### [DATASET ENTRIES]
====================

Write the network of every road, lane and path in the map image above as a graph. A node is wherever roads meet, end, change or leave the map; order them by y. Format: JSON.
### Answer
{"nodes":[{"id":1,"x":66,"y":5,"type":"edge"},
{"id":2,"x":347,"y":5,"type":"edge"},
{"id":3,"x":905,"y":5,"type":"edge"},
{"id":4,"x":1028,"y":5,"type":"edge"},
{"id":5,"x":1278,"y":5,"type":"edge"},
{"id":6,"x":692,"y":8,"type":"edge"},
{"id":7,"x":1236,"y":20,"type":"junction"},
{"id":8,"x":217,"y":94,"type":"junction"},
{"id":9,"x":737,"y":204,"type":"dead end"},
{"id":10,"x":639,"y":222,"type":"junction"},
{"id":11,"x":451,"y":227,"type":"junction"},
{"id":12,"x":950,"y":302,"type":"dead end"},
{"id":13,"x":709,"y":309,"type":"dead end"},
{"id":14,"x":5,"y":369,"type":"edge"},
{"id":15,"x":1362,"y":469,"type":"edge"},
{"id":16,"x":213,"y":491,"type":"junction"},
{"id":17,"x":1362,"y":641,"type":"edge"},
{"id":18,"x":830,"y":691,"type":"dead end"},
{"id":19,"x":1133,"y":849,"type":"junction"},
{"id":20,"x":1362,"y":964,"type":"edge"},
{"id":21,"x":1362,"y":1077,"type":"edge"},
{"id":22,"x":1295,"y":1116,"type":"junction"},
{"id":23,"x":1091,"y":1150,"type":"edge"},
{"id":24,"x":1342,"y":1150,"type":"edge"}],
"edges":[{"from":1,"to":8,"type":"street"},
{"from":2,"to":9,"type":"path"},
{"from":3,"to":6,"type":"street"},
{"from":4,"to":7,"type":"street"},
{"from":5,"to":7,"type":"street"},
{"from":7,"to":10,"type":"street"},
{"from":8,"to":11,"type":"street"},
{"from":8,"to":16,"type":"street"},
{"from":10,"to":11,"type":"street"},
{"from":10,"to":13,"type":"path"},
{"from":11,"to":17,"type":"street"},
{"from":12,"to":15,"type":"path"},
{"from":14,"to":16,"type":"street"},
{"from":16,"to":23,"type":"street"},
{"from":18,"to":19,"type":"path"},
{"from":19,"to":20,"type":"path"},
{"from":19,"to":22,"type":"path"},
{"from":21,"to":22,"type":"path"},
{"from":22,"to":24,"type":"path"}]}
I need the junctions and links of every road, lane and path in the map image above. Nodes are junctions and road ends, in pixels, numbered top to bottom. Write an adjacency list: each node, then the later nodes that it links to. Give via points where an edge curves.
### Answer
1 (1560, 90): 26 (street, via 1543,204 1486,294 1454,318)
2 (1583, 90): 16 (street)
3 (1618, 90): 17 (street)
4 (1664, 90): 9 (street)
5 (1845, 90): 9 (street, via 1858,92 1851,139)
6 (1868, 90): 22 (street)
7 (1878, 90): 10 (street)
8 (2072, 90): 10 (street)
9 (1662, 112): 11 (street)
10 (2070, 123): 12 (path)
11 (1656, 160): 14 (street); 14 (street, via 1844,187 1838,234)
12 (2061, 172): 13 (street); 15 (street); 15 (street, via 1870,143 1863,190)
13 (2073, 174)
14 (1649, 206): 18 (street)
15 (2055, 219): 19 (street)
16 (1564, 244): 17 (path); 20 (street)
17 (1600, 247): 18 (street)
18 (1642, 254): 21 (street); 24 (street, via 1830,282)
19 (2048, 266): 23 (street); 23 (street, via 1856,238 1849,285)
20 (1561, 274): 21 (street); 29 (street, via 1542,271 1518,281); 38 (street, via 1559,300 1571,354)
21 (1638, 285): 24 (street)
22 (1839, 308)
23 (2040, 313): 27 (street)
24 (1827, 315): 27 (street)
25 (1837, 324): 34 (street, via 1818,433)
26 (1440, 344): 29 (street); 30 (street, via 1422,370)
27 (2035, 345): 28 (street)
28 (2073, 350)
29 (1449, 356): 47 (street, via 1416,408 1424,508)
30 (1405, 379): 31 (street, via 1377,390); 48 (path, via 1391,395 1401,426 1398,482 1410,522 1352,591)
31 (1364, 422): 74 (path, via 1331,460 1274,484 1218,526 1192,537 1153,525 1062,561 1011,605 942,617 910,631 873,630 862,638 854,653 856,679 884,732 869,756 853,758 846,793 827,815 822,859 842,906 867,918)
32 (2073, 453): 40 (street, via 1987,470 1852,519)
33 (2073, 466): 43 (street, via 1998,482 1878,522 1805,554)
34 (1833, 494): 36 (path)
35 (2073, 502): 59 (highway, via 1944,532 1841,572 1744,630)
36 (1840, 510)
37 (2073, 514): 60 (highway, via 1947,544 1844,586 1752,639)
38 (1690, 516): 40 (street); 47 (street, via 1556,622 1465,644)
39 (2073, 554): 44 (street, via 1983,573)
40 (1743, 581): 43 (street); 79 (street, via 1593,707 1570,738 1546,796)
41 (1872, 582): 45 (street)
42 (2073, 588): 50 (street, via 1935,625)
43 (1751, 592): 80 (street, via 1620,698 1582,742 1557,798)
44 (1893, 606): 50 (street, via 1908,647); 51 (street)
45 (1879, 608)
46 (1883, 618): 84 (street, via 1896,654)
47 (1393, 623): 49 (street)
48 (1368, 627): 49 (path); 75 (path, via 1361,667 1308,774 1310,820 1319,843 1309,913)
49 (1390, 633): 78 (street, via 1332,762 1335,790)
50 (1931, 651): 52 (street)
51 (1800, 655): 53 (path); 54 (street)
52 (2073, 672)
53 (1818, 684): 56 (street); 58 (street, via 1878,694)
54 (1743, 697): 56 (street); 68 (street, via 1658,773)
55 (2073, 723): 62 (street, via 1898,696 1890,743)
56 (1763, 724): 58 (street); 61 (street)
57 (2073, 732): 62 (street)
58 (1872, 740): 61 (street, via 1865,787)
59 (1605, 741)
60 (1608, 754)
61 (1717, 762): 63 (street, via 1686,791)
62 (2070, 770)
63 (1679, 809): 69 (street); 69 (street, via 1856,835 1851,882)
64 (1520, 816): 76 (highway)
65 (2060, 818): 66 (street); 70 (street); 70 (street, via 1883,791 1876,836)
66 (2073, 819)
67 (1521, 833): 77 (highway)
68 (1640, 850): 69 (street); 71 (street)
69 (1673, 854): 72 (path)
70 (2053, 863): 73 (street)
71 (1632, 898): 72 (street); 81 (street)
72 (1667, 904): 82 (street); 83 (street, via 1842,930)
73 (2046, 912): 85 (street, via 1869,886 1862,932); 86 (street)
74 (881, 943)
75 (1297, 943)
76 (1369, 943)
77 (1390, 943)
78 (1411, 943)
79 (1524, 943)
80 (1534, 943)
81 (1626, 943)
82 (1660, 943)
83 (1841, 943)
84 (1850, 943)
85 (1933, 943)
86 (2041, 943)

====================

### [PROBLEM STATEMENT]
Repeat the whole listing above exactly.

### [TASK OUTPUT]
Write the network of every road, lane and path in the map image above as a graph. A node is wherever roads meet, end, change or leave the map; order them by y. Format: JSON.
### Answer
{"nodes":[{"id":1,"x":66,"y":5,"type":"edge"},
{"id":2,"x":347,"y":5,"type":"edge"},
{"id":3,"x":905,"y":5,"type":"edge"},
{"id":4,"x":1028,"y":5,"type":"edge"},
{"id":5,"x":1278,"y":5,"type":"edge"},
{"id":6,"x":692,"y":8,"type":"edge"},
{"id":7,"x":1236,"y":20,"type":"junction"},
{"id":8,"x":217,"y":94,"type":"junction"},
{"id":9,"x":737,"y":204,"type":"dead end"},
{"id":10,"x":639,"y":222,"type":"junction"},
{"id":11,"x":451,"y":227,"type":"junction"},
{"id":12,"x":950,"y":302,"type":"dead end"},
{"id":13,"x":709,"y":309,"type":"dead end"},
{"id":14,"x":5,"y":369,"type":"edge"},
{"id":15,"x":1362,"y":469,"type":"edge"},
{"id":16,"x":213,"y":491,"type":"junction"},
{"id":17,"x":1362,"y":641,"type":"edge"},
{"id":18,"x":830,"y":691,"type":"dead end"},
{"id":19,"x":1133,"y":849,"type":"junction"},
{"id":20,"x":1362,"y":964,"type":"edge"},
{"id":21,"x":1362,"y":1077,"type":"edge"},
{"id":22,"x":1295,"y":1116,"type":"junction"},
{"id":23,"x":1091,"y":1150,"type":"edge"},
{"id":24,"x":1342,"y":1150,"type":"edge"}],
"edges":[{"from":1,"to":8,"type":"street"},
{"from":2,"to":9,"type":"path"},
{"from":3,"to":6,"type":"street"},
{"from":4,"to":7,"type":"street"},
{"from":5,"to":7,"type":"street"},
{"from":7,"to":10,"type":"street"},
{"from":8,"to":11,"type":"street"},
{"from":8,"to":16,"type":"street"},
{"from":10,"to":11,"type":"street"},
{"from":10,"to":13,"type":"path"},
{"from":11,"to":17,"type":"street"},
{"from":12,"to":15,"type":"path"},
{"from":14,"to":16,"type":"street"},
{"from":16,"to":23,"type":"street"},
{"from":18,"to":19,"type":"path"},
{"from":19,"to":20,"type":"path"},
{"from":19,"to":22,"type":"path"},
{"from":21,"to":22,"type":"path"},
{"from":22,"to":24,"type":"path"}]}
I need the junctions and links of every road, lane and path in the map image above. Nodes are junctions and road ends, in pixels, numbered top to bottom. Write an adjacency list: each node, then the later nodes that it links to. Give via points where an edge curves.
### Answer
1 (1560, 90): 26 (street, via 1543,204 1486,294 1454,318)
2 (1583, 90): 16 (street)
3 (1618, 90): 17 (street)
4 (1664, 90): 9 (street)
5 (1845, 90): 9 (street, via 1858,92 1851,139)
6 (1868, 90): 22 (street)
7 (1878, 90): 10 (street)
8 (2072, 90): 10 (street)
9 (1662, 112): 11 (street)
10 (2070, 123): 12 (path)
11 (1656, 160): 14 (street); 14 (street, via 1844,187 1838,234)
12 (2061, 172): 13 (street); 15 (street); 15 (street, via 1870,143 1863,190)
13 (2073, 174)
14 (1649, 206): 18 (street)
15 (2055, 219): 19 (street)
16 (1564, 244): 17 (path); 20 (street)
17 (1600, 247): 18 (street)
18 (1642, 254): 21 (street); 24 (street, via 1830,282)
19 (2048, 266): 23 (street); 23 (street, via 1856,238 1849,285)
20 (1561, 274): 21 (street); 29 (street, via 1542,271 1518,281); 38 (street, via 1559,300 1571,354)
21 (1638, 285): 24 (street)
22 (1839, 308)
23 (2040, 313): 27 (street)
24 (1827, 315): 27 (street)
25 (1837, 324): 34 (street, via 1818,433)
26 (1440, 344): 29 (street); 30 (street, via 1422,370)
27 (2035, 345): 28 (street)
28 (2073, 350)
29 (1449, 356): 47 (street, via 1416,408 1424,508)
30 (1405, 379): 31 (street, via 1377,390); 48 (path, via 1391,395 1401,426 1398,482 1410,522 1352,591)
31 (1364, 422): 74 (path, via 1331,460 1274,484 1218,526 1192,537 1153,525 1062,561 1011,605 942,617 910,631 873,630 862,638 854,653 856,679 884,732 869,756 853,758 846,793 827,815 822,859 842,906 867,918)
32 (2073, 453): 40 (street, via 1987,470 1852,519)
33 (2073, 466): 43 (street, via 1998,482 1878,522 1805,554)
34 (1833, 494): 36 (path)
35 (2073, 502): 59 (highway, via 1944,532 1841,572 1744,630)
36 (1840, 510)
37 (2073, 514): 60 (highway, via 1947,544 1844,586 1752,639)
38 (1690, 516): 40 (street); 47 (street, via 1556,622 1465,644)
39 (2073, 554): 44 (street, via 1983,573)
40 (1743, 581): 43 (street); 79 (street, via 1593,707 1570,738 1546,796)
41 (1872, 582): 45 (street)
42 (2073, 588): 50 (street, via 1935,625)
43 (1751, 592): 80 (street, via 1620,698 1582,742 1557,798)
44 (1893, 606): 50 (street, via 1908,647); 51 (street)
45 (1879, 608)
46 (1883, 618): 84 (street, via 1896,654)
47 (1393, 623): 49 (street)
48 (1368, 627): 49 (path); 75 (path, via 1361,667 1308,774 1310,820 1319,843 1309,913)
49 (1390, 633): 78 (street, via 1332,762 1335,790)
50 (1931, 651): 52 (street)
51 (1800, 655): 53 (path); 54 (street)
52 (2073, 672)
53 (1818, 684): 56 (street); 58 (street, via 1878,694)
54 (1743, 697): 56 (street); 68 (street, via 1658,773)
55 (2073, 723): 62 (street, via 1898,696 1890,743)
56 (1763, 724): 58 (street); 61 (street)
57 (2073, 732): 62 (street)
58 (1872, 740): 61 (street, via 1865,787)
59 (1605, 741)
60 (1608, 754)
61 (1717, 762): 63 (street, via 1686,791)
62 (2070, 770)
63 (1679, 809): 69 (street); 69 (street, via 1856,835 1851,882)
64 (1520, 816): 76 (highway)
65 (2060, 818): 66 (street); 70 (street); 70 (street, via 1883,791 1876,836)
66 (2073, 819)
67 (1521, 833): 77 (highway)
68 (1640, 850): 69 (street); 71 (street)
69 (1673, 854): 72 (path)
70 (2053, 863): 73 (street)
71 (1632, 898): 72 (street); 81 (street)
72 (1667, 904): 82 (street); 83 (street, via 1842,930)
73 (2046, 912): 85 (street, via 1869,886 1862,932); 86 (street)
74 (881, 943)
75 (1297, 943)
76 (1369, 943)
77 (1390, 943)
78 (1411, 943)
79 (1524, 943)
80 (1534, 943)
81 (1626, 943)
82 (1660, 943)
83 (1841, 943)
84 (1850, 943)
85 (1933, 943)
86 (2041, 943)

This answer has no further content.